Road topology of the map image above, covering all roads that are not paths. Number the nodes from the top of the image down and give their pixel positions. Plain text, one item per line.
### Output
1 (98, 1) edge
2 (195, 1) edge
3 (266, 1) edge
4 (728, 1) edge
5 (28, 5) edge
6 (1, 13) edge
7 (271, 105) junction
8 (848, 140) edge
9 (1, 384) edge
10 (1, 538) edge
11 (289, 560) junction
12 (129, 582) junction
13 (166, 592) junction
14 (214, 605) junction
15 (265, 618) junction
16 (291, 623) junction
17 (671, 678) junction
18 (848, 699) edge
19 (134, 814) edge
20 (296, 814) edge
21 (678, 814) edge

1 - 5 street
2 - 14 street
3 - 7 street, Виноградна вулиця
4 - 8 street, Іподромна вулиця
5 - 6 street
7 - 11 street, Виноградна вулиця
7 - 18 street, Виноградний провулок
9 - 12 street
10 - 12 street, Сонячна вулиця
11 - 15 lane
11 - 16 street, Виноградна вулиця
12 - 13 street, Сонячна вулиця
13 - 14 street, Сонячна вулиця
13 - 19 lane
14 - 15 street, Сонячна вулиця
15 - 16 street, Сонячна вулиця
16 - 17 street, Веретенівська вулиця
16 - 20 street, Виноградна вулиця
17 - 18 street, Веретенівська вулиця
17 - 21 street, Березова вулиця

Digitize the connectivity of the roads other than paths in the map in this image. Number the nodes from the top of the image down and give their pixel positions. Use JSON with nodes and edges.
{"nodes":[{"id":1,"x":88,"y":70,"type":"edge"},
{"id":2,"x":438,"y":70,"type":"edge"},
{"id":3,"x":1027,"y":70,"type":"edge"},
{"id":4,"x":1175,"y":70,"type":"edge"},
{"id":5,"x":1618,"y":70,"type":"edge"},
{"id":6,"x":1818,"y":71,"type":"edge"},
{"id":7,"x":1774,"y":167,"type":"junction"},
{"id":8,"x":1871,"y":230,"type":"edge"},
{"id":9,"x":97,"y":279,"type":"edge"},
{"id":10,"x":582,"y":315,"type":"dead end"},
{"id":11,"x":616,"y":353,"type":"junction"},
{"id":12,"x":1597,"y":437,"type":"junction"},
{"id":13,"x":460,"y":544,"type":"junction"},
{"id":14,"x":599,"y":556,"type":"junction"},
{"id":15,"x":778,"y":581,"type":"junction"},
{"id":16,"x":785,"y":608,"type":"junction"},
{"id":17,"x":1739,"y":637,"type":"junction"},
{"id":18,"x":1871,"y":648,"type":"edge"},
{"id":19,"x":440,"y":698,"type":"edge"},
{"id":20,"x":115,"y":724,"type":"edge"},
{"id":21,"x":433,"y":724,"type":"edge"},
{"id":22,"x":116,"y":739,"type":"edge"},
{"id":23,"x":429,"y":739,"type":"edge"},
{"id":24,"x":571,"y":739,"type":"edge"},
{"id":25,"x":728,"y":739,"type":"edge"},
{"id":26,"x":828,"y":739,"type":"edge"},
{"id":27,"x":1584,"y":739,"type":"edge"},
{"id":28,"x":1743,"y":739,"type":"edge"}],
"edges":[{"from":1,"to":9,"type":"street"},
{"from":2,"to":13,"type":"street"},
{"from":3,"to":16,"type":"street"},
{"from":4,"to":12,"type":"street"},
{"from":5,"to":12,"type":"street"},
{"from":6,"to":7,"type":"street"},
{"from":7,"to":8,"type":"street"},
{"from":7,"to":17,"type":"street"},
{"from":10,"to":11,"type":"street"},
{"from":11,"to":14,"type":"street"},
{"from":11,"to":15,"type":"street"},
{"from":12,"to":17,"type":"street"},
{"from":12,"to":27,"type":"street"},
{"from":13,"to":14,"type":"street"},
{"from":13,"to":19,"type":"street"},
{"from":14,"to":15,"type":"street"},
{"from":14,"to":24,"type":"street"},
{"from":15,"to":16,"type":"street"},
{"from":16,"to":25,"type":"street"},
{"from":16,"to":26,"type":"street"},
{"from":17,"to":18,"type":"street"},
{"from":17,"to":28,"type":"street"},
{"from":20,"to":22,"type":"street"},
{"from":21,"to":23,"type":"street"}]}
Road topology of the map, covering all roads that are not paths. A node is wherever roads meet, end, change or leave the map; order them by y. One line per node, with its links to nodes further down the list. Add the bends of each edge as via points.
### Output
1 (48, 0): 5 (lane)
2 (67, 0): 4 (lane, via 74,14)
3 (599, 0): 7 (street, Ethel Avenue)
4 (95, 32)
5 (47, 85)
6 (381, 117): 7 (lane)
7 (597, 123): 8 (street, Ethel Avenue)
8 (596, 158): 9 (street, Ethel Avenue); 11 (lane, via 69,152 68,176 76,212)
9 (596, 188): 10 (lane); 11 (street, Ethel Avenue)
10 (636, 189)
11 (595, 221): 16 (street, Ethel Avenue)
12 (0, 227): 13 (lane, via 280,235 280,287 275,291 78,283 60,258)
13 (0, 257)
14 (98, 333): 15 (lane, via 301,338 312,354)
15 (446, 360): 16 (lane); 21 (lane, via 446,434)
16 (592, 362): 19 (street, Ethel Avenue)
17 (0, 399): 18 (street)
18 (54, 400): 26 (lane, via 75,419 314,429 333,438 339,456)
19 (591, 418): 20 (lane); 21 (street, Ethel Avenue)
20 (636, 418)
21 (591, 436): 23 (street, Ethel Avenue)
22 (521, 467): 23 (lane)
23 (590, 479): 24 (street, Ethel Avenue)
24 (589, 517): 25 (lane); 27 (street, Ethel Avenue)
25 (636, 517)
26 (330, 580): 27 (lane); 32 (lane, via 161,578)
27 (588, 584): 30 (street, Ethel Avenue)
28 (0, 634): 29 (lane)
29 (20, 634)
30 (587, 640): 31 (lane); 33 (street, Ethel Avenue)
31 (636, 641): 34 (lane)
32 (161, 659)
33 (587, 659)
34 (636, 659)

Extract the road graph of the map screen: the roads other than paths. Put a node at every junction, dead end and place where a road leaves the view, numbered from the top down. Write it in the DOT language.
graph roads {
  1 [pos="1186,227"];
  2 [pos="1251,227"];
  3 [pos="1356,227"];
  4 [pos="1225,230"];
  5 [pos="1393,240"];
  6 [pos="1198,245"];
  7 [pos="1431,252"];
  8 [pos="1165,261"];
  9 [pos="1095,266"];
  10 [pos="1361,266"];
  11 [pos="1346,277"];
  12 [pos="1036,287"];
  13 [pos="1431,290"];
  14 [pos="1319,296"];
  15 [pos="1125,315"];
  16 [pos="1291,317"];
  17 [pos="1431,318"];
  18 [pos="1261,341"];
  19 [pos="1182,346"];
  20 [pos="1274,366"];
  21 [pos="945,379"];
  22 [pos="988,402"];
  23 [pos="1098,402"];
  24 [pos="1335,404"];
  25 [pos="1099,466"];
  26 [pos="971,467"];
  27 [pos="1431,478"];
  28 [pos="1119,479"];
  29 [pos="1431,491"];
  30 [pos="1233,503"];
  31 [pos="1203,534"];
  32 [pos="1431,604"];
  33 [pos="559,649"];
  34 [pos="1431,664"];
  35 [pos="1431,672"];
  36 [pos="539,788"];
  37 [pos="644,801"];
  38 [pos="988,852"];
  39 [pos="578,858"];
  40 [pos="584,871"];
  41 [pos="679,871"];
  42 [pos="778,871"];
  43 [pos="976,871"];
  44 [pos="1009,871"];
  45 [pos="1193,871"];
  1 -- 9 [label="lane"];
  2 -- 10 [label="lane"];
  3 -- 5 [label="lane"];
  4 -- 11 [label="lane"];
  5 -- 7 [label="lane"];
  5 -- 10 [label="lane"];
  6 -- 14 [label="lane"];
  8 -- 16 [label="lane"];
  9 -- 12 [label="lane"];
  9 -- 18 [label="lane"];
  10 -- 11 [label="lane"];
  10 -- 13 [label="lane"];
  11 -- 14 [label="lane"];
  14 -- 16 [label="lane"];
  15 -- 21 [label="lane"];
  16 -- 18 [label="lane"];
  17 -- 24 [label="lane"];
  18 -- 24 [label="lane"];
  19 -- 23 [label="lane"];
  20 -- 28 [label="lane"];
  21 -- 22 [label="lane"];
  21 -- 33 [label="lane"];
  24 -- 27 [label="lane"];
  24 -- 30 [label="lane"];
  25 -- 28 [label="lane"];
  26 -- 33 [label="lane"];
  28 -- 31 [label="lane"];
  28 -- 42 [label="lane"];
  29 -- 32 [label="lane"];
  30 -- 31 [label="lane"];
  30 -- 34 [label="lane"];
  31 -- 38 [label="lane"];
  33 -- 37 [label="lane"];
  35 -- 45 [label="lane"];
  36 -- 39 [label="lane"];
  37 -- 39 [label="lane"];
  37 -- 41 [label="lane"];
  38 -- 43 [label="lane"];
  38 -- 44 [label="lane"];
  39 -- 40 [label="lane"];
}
■ ■ ■ ■ ■ ■ ■
PROBLEM TO WORK ON: Throughout the data above, find each line that includes the string "edges"; state only how many there are.

RESPONSE BOX: 2